Thursday, January 25, 2007

Why Highways Are the Way They Are

When my sister and I drove from Boston to Santa Fe last summer, we took turns reading aloud to each other from a book our father had given us for the occasion, Cross Country by Robert Sullivan--a book I highly recommend. A section of the book which I have continued to think about has to do with the development of the interstate highway system.

Sullivan contrasts the work of two influential 20th century thinkers--Norman Bel Geddes and Benton MacKaye--and I'll try to summarize here briefly.

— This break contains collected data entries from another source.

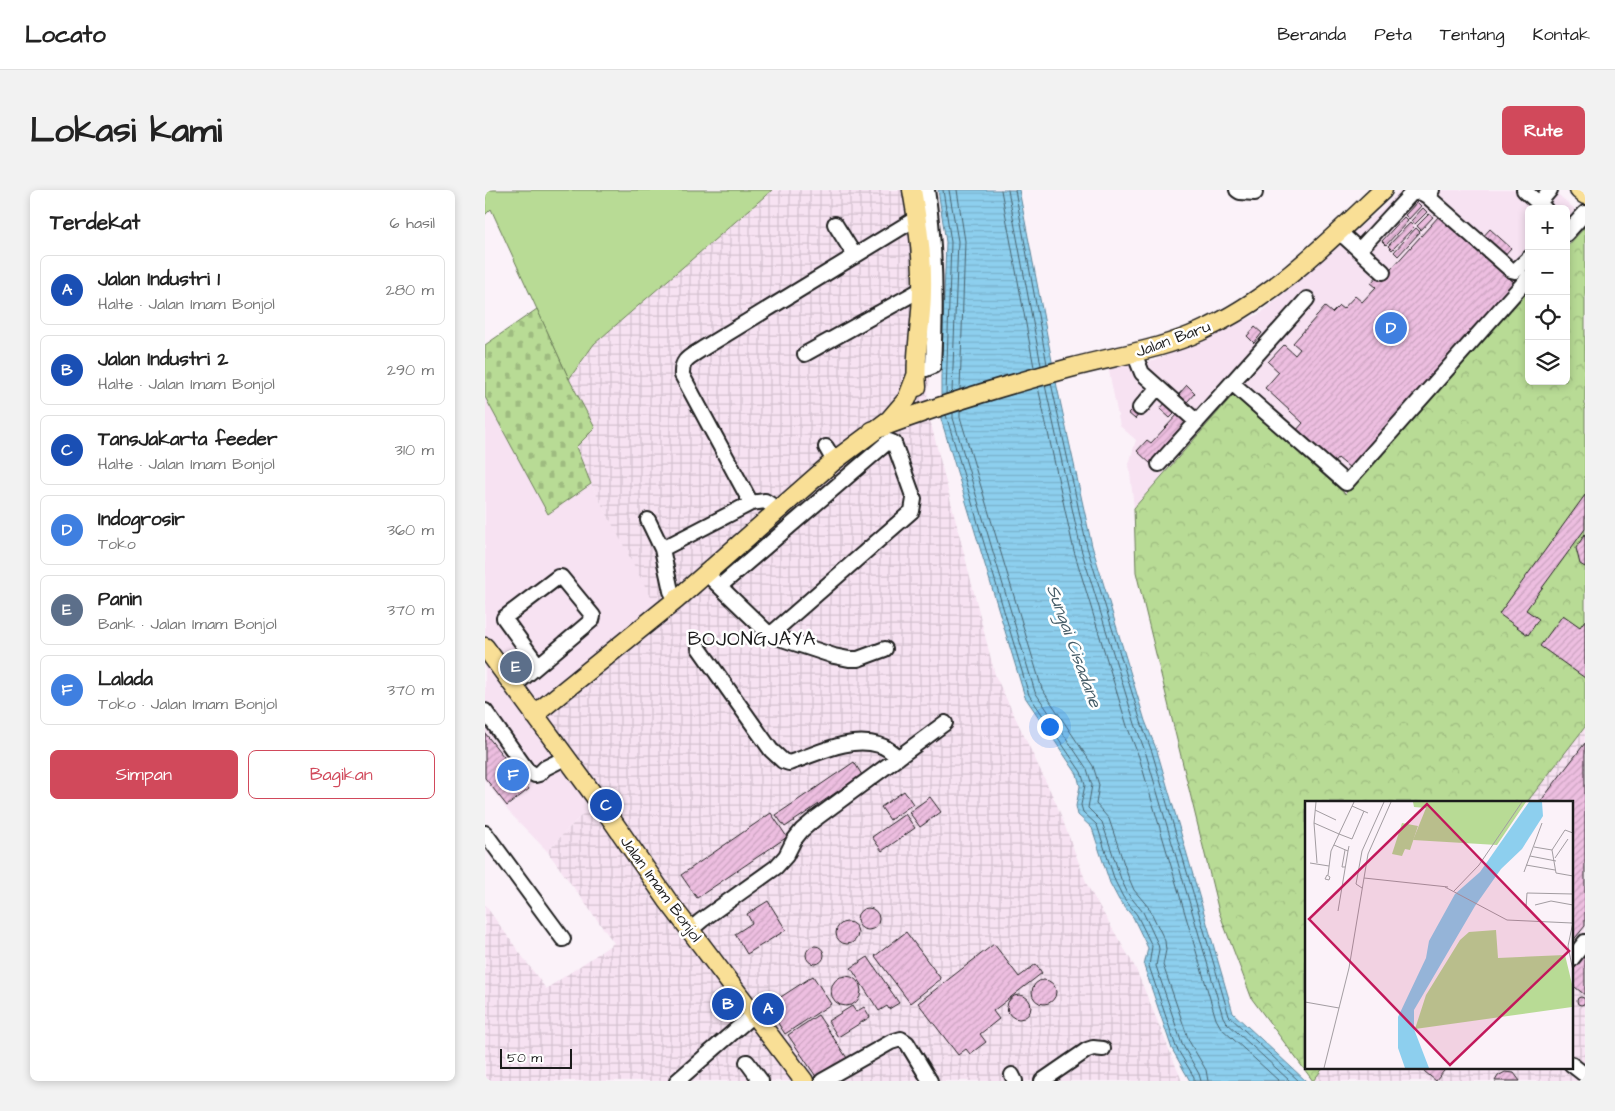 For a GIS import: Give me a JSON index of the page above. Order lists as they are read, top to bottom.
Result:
{
  "streets": {
    "main road": ["Jalan Baru", "Jalan Imam Bonjol"]
  },
  "districts": ["BOJONGJAYA"],
  "water": ["Sungai Cisadane"],
  "scale_bar": "50 m",
  "page": {
    "header": "Locato",
    "nav": [
      "Beranda",
      "Peta",
      "Tentang",
      "Kontak"
    ],
    "title": "Lokasi kami",
    "buttons": [
      "Rute",
      ["Simpan", "Bagikan"]
    ],
    "heading": ["Terdekat", "6 hasil"],
    "map_buttons": ["+", "−"],
    "list": [
      {
        "mark": "A",
        "name": "Jalan Industri 1",
        "note": "Halte · Jalan Imam Bonjol",
        "value": "280 m"
      },
      {
        "mark": "B",
        "name": "Jalan Industri 2",
        "note": "Halte · Jalan Imam Bonjol",
        "value": "290 m"
      },
      {
        "mark": "C",
        "name": "TansJakarta feeder",
        "note": "Halte · Jalan Imam Bonjol",
        "value": "310 m"
      },
      {
        "mark": "D",
        "name": "Indogrosir",
        "note": "Toko",
        "value": "360 m"
      },
      {
        "mark": "E",
        "name": "Panin",
        "note": "Bank · Jalan Imam Bonjol",
        "value": "370 m"
      },
      {
        "mark": "F",
        "name": "Lalada",
        "note": "Toko · Jalan Imam Bonjol",
        "value": "370 m"
      }
    ],
    "pins": [
      "D",
      "E",
      "F",
      "C",
      "B",
      "A"
    ],
    "scale": "50 m"
  }
}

1934 patent model by Norman Bel Geddes, University of Texas collection

Bel Geddes was an artist and an advertising man, and then a theatrical designer--designing stages and sets for Cecil B. DeMille, D.W. Griffith, and Flo Ziegfeld. He then turned his attention and considerable skills to industrial design, using a principle he called "streamlining" to design, among other things, planes, cars, warships, a mattress, a meat-slicing machine, a stapler, a rum factory, luggage, and the first gas station pump that automatically calculated the price of gas. According to Bel Geddes, streamlining involved reducing friction and increasing speed. In highways, this could be realized through straight lines, fewer intersections, and fast exit and entry ramps.

Bel Geddes designed a highway of the future called the Magic Motorway and showcased it at the 1939 World's Fair, in an exhibit entitled "Futurama" that was sponsored by General Motors. The following year, Franklin Roosevelt asked him to design a possible national motorway. You can read more about Bel Geddes here. (For you trivia buffs, he was also the father of Barbara Bel Geddes, an actress who played Miss Ellie Ewing on the TV show Dallas.)

Photo courtesy of the Appalachian Trail Conservancy

By contrast, Benton MacKaye was a wilderness man. (Coincidentally, he also came from a theatrical family--his father was an actor, writer, and director and the first American to play Hamlet in London.) He grew up in the country, and the first mountain he climbed changed his life. He joined the US Forest Service after graduating from Harvard, and later became a journalist, writing radical editorials and hanging out with Sinclair Lewis, Dean Acheson, and Louis Brandeis. He also cofounded the Regional Planning Association of America and the Wilderness Society.

MacKaye saw transportation planning as a way of orchestrating the movement of people and things. He wanted to consider roads in combination with train, boat, and plane traffic, and looked to control cars, rather than have cars control us. He saw the development of highways as a way to influence urban growth. He believed that access to the wilderness was important for everyone. His greatest accomplishment was probably the design of the Appalachian Trail--which he saw as a "West for the East"--a way for Easterners to get a western national park experience--accessible to everyone, not just the wealthy. (FYI, the Appalachian Trail is now 2,167 miles long, crosses 14 states, and is hiked by 14 million people a year.)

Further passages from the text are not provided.